Work request: Each line of the records below that contains "José" needs to be copied.

Top of Extracted data

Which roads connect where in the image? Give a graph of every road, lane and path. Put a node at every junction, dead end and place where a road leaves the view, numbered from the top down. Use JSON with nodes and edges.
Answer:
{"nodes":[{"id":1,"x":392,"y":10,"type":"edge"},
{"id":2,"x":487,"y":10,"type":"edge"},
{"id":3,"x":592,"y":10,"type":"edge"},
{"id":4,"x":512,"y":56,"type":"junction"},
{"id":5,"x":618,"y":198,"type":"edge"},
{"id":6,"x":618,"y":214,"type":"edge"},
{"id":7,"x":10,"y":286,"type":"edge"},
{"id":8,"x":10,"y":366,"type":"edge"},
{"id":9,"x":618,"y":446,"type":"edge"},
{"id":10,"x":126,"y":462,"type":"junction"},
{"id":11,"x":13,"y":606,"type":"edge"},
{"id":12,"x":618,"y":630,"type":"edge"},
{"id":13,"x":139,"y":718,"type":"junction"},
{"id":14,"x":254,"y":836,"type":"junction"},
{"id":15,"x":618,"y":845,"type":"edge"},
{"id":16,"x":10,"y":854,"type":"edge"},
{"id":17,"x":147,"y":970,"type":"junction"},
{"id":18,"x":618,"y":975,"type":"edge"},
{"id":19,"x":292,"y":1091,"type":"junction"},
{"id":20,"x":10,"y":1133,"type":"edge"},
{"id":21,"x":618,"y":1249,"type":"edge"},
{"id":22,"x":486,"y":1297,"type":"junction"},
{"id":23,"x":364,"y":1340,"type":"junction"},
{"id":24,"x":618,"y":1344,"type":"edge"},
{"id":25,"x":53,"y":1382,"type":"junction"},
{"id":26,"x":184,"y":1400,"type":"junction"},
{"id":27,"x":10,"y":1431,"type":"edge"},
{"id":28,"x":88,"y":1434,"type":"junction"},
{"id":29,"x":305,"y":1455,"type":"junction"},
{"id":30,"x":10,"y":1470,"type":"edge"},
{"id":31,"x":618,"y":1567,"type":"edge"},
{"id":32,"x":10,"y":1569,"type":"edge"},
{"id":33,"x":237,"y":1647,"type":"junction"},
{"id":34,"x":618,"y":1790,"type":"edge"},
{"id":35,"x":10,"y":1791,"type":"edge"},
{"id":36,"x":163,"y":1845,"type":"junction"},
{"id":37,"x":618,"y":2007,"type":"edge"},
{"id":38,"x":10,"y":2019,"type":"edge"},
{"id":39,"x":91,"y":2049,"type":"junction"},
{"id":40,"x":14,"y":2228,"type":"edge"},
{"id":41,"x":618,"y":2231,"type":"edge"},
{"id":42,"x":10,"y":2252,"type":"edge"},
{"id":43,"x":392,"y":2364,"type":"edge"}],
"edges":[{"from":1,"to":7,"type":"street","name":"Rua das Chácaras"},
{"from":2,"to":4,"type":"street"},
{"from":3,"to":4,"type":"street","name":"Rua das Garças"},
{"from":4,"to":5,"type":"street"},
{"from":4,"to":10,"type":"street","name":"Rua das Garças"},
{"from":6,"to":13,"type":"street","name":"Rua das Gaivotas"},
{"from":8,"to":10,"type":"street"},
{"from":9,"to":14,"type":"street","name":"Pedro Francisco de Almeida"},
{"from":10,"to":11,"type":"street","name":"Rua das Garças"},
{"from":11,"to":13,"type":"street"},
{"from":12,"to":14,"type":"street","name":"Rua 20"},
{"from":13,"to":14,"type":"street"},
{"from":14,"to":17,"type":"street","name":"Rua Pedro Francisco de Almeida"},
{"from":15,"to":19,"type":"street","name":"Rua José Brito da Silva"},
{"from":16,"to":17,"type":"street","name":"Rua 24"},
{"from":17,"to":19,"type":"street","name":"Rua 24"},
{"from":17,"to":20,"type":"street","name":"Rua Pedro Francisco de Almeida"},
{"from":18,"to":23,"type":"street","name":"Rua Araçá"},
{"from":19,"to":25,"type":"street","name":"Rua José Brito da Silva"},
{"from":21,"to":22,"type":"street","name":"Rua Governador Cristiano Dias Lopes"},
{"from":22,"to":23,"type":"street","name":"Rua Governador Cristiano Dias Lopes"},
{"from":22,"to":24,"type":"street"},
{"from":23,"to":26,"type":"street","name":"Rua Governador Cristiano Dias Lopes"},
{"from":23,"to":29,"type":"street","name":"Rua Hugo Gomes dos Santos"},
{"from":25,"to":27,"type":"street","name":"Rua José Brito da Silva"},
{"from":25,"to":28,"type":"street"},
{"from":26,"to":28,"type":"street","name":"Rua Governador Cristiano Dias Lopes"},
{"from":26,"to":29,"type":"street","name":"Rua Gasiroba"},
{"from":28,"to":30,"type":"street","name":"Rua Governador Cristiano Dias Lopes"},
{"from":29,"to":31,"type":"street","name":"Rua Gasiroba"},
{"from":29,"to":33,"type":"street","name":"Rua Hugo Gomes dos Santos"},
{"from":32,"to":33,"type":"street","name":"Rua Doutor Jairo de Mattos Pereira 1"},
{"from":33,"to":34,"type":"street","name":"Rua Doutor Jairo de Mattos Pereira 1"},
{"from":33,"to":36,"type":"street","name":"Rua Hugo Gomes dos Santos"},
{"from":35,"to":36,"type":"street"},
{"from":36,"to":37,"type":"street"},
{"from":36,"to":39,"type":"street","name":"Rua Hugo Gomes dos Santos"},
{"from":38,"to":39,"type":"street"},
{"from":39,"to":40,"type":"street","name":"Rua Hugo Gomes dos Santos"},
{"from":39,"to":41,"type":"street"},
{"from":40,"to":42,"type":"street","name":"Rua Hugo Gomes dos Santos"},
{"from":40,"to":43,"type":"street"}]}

Bottom of Extracted data

Expected answer:
{"from":15,"to":19,"type":"street","name":"Rua José Brito da Silva"},
{"from":19,"to":25,"type":"street","name":"Rua José Brito da Silva"},
{"from":25,"to":27,"type":"street","name":"Rua José Brito da Silva"},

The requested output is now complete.